Plusieurs études ont montré que le contact avec la nature est particulièrement bénéfique à la santé de l’Homme. Par exemple, on sait que passer du temps dans la nature durant l’enfance garantit une meilleure santé mentale à l’âge adulte. Plus généralement, être au contact de la verdure est propice au bien-être et augmenter le nombre d’espaces verts dans les villes pourrait même renforcer les défenses immunitaires des populations. Une nouvelle étude, basée sur l’imagerie cérébrale, apporte de nouvelles preuves du fait que les paysages verts en zone urbaine contribuent à réduire le stress.
En effet, l’étude révèle que l’observation des espaces verts génère une activité substantielle dans certaines zones clés du cerveau, liées à l’attention et à la régulation du stress. Ces nouvelles données viennent corroborer le lien supposé entre le contact avec la nature et la santé mentale. « Les environnements contenant des éléments naturels, tels qu’une abondance d’arbres ou de feuillage, peuvent améliorer le bien-être mental », insistent les auteurs de l’étude, publiée dans la revue NeuroImage.
Les diverses expériences réalisées montrent clairement que les personnes qui côtoient régulièrement des espaces verts affichent des niveaux de stress bien inférieurs aux autres individus. Une équipe de chercheurs de l’Université de Hong Kong s’est intéressée aux processus cérébraux qui étaient impliqués dans ce cas, et dans quelle mesure la simple vision de verdure pouvait ainsi réguler le niveau de stress.
Les espaces verts activent notre cerveau émotionnel
Pour ce faire, les chercheurs ont analysé l’activité cérébrale de 44 participants, par imagerie par résonance magnétique fonctionnelle (IRMf), alors qu’ils observaient des images de zones urbaines, agrémentées d’espaces verts plus ou moins denses.

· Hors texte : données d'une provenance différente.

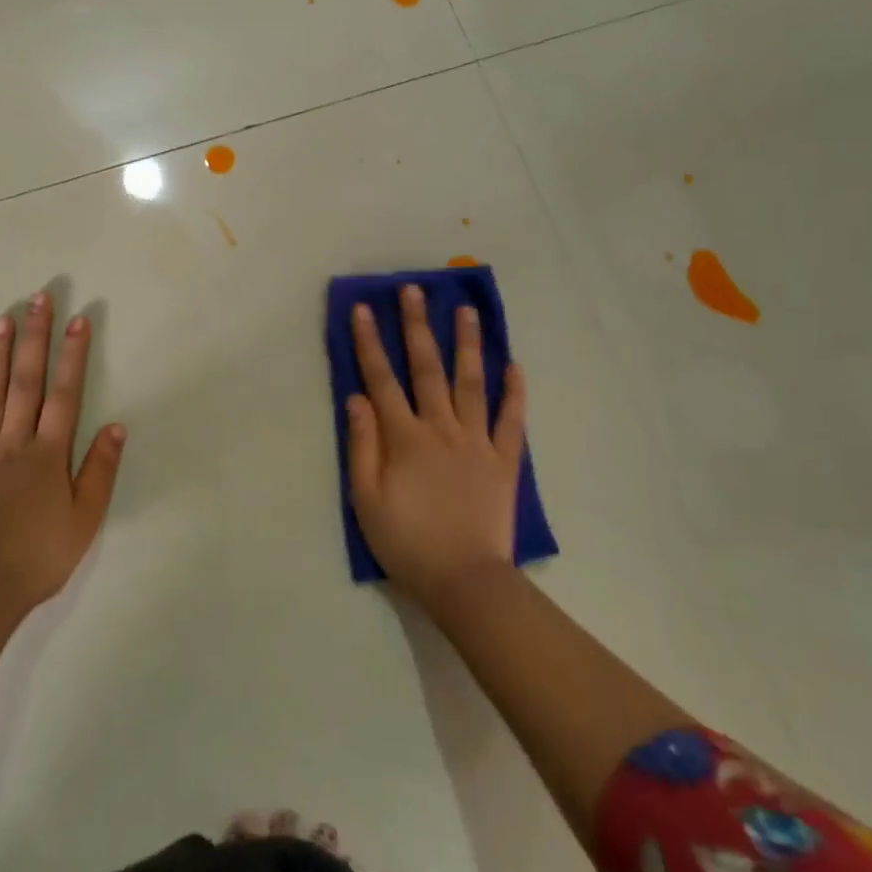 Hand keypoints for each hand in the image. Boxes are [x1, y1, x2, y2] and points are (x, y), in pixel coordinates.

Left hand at [0, 291, 126, 610]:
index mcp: (49, 454)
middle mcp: (14, 443)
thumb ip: (100, 470)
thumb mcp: (85, 518)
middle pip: (26, 383)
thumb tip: (116, 426)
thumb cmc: (40, 556)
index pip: (65, 395)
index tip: (78, 320)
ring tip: (0, 320)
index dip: (73, 356)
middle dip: (34, 339)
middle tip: (37, 299)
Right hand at [346, 285, 526, 613]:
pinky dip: (514, 392)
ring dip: (467, 344)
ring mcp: (477, 442)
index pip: (381, 380)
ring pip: (471, 383)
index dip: (370, 343)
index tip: (364, 309)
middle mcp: (441, 428)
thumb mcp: (365, 500)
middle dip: (418, 326)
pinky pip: (512, 420)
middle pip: (427, 368)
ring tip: (466, 310)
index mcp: (405, 438)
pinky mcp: (504, 461)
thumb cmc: (406, 542)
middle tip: (414, 291)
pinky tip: (513, 364)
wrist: (465, 580)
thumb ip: (362, 446)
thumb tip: (357, 398)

Deux semaines après cette première rencontre, les participants ont été invités à revenir au laboratoire afin de communiquer leur niveau de stress. On leur a également demandé d’indiquer quelles étaient leurs images préférées parmi celles qui leur ont été montrées.
Les scientifiques ont constaté des différences systématiques entre les réponses cérébrales, en fonction de la densité de verdure qui apparaissait sur les images. En outre, ces différences étaient corrélées au niveau de stress autodéclaré par les participants et à leurs préférences. Les paysages urbains, avec plus ou moins d’espaces verts, activent une partie primitive du cerveau, appelée cortex cingulaire postérieur. Cette zone fait partie d’un système beaucoup plus large, le système limbique (parfois appelé « cerveau émotionnel), qui joue un rôle majeur dans le comportement et les émotions (telles que l’agressivité, la peur, le plaisir). Le cingulaire postérieur a également des liens étendus avec les nœuds exécutifs (mobilisés lors de la prise de décision) et attentionnels du cerveau.

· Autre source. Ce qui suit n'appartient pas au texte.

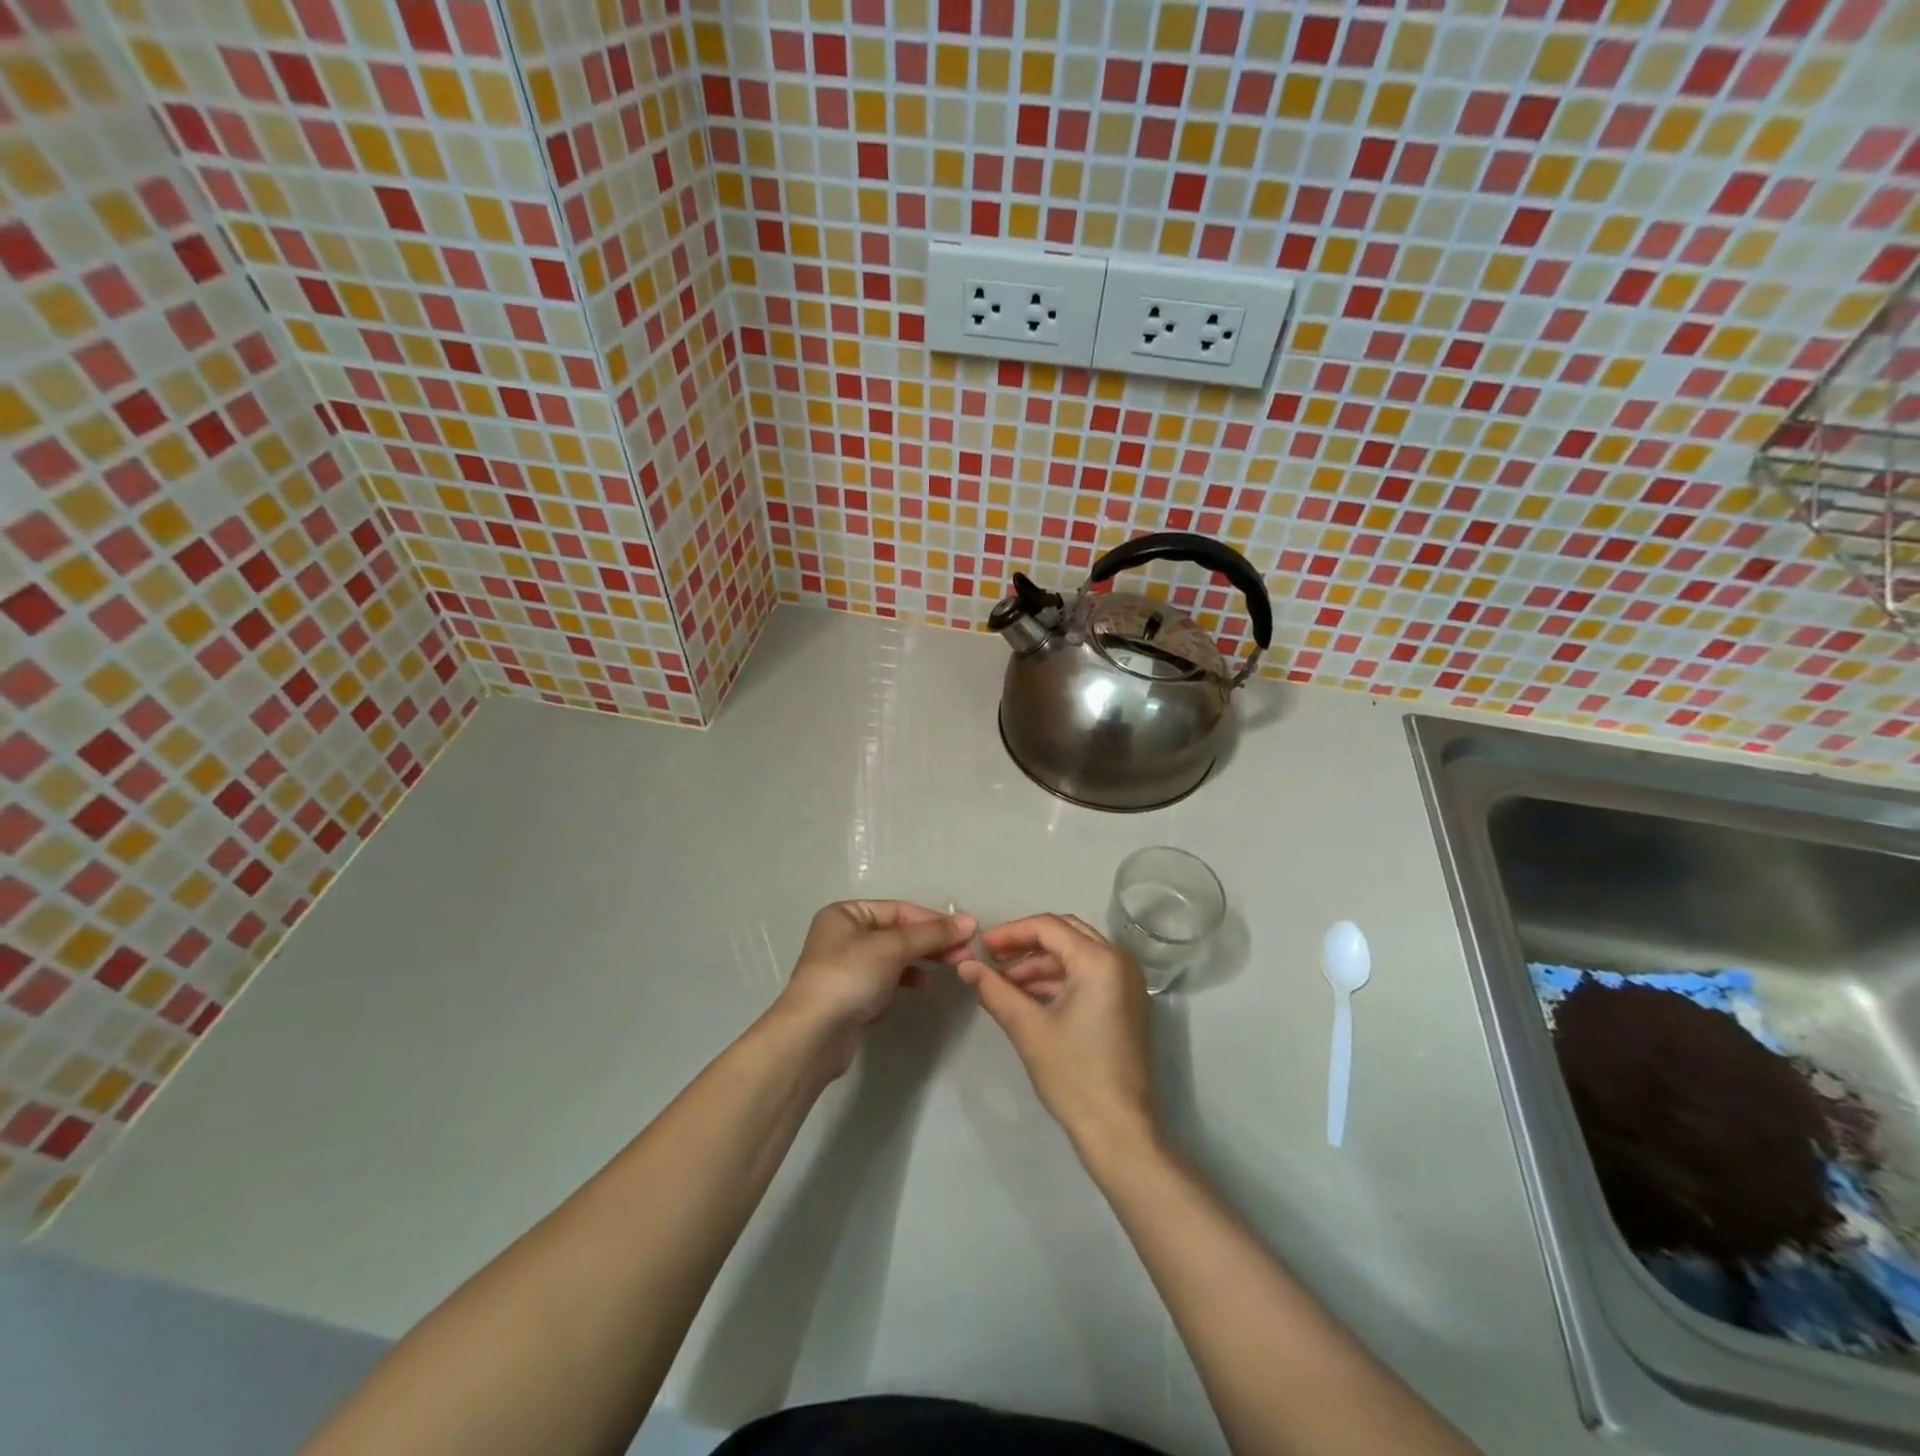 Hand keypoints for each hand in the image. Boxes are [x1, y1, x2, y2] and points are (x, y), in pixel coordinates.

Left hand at [773, 900, 975, 1073]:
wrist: (813, 1036)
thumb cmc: (849, 977)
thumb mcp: (893, 948)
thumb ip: (932, 934)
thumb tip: (970, 921)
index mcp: (846, 914)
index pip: (899, 910)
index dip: (934, 920)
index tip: (967, 933)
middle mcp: (844, 935)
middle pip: (898, 933)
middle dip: (932, 942)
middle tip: (965, 954)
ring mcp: (846, 967)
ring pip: (894, 957)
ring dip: (921, 961)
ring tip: (948, 968)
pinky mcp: (851, 995)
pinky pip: (885, 980)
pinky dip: (904, 981)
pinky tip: (919, 987)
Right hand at [957, 914, 1158, 1159]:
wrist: (1119, 1131)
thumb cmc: (1074, 1075)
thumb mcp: (1028, 1028)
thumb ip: (994, 990)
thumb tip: (965, 965)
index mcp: (1100, 960)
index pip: (1048, 927)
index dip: (1011, 933)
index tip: (980, 947)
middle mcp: (1119, 961)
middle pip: (1065, 933)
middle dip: (1026, 943)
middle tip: (992, 957)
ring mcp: (1127, 982)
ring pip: (1076, 954)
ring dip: (1040, 963)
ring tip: (1003, 982)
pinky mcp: (1126, 1002)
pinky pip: (1088, 974)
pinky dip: (1058, 979)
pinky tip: (1028, 996)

Lorsque les chercheurs ont varié la quantité de verdure apparaissant sur les différentes scènes proposées, ils ont constaté de nets changements au niveau de l’activité de cette zone du cerveau ; celle-ci correspondait étonnamment bien aux auto-évaluations de stress rapportées par les sujets après avoir vu les images. Ils en ont conclu que le cingulaire postérieur est une région cérébrale clé, responsable de notre sensibilité à la nature, et qui interagit avec le système neuroendocrinien dans la régulation du stress. En résumé, l’exposition aux espaces verts est bel et bien physiologiquement importante pour la santé.
Des études statistiques sur la santé des populations étaient déjà parvenues à cette conclusion. Aujourd’hui, l’analyse cérébrale confirme le phénomène et pour les chercheurs à l’origine de cette étude, il n’y a plus de doute possible : « Assurez-vous de prendre une dose régulière de verdure, de marcher. Parcourez le trajet le plus vert, même si c’est plus long, ou surtout si c’est plus long ! Pensez à payer un peu plus de loyer pour des perspectives plus vertes », conseille l’équipe.
Concevoir les meilleurs espaces verts pour la santé mentale
Ce travail est le fruit d’une collaboration entre le State Key Laboratory of Brain and Cognitive Sciences de l’université de Hong Kong et la faculté d’architecture. Car les professionnels de l’urbanisation qui souhaitent faire évoluer les choses dans le bon sens ont besoin de preuves formelles pour appuyer leurs projets. Ce n’est que récemment que les données ont été suffisamment volumineuses et précises pour mettre en évidence l’efficacité des espaces verts urbains pour modérer le stress, réduire l’obésité, et d’autres effets bénéfiques sur la santé.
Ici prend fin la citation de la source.